== Segment start ==
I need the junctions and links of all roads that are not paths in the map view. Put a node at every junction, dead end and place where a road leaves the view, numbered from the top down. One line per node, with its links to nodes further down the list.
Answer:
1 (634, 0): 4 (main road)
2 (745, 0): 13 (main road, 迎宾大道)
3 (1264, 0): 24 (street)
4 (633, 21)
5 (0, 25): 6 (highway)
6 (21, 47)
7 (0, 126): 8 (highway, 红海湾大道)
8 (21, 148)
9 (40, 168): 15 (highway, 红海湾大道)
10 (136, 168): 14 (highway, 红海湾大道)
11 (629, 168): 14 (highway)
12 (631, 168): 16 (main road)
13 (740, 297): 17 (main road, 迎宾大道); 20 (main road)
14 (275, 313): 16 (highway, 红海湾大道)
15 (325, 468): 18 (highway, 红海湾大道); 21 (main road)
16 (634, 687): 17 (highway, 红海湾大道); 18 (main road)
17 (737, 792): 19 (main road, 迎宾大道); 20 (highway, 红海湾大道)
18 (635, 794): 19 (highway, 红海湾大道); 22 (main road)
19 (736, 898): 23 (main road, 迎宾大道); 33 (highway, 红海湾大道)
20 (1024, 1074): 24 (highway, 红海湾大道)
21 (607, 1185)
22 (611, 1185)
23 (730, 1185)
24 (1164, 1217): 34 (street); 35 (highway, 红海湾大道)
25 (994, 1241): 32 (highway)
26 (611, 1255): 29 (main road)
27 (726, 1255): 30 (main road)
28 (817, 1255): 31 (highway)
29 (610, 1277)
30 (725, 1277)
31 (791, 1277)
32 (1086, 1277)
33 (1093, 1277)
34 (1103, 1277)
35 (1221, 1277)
== Segment end ==
Copy the whole listing once more, exactly.

I need the junctions and links of all roads that are not paths in the map view. Put a node at every junction, dead end and place where a road leaves the view, numbered from the top down. One line per node, with its links to nodes further down the list.
Answer:
1 (634, 0): 4 (main road)
2 (745, 0): 13 (main road, 迎宾大道)
3 (1264, 0): 24 (street)
4 (633, 21)
5 (0, 25): 6 (highway)
6 (21, 47)
7 (0, 126): 8 (highway, 红海湾大道)
8 (21, 148)
9 (40, 168): 15 (highway, 红海湾大道)
10 (136, 168): 14 (highway, 红海湾大道)
11 (629, 168): 14 (highway)
12 (631, 168): 16 (main road)
13 (740, 297): 17 (main road, 迎宾大道); 20 (main road)
14 (275, 313): 16 (highway, 红海湾大道)
15 (325, 468): 18 (highway, 红海湾大道); 21 (main road)
16 (634, 687): 17 (highway, 红海湾大道); 18 (main road)
17 (737, 792): 19 (main road, 迎宾大道); 20 (highway, 红海湾大道)
18 (635, 794): 19 (highway, 红海湾大道); 22 (main road)
19 (736, 898): 23 (main road, 迎宾大道); 33 (highway, 红海湾大道)
20 (1024, 1074): 24 (highway, 红海湾大道)
21 (607, 1185)
22 (611, 1185)
23 (730, 1185)
24 (1164, 1217): 34 (street); 35 (highway, 红海湾大道)
25 (994, 1241): 32 (highway)
26 (611, 1255): 29 (main road)
27 (726, 1255): 30 (main road)
28 (817, 1255): 31 (highway)
29 (610, 1277)
30 (725, 1277)
31 (791, 1277)
32 (1086, 1277)
33 (1093, 1277)
34 (1103, 1277)
35 (1221, 1277)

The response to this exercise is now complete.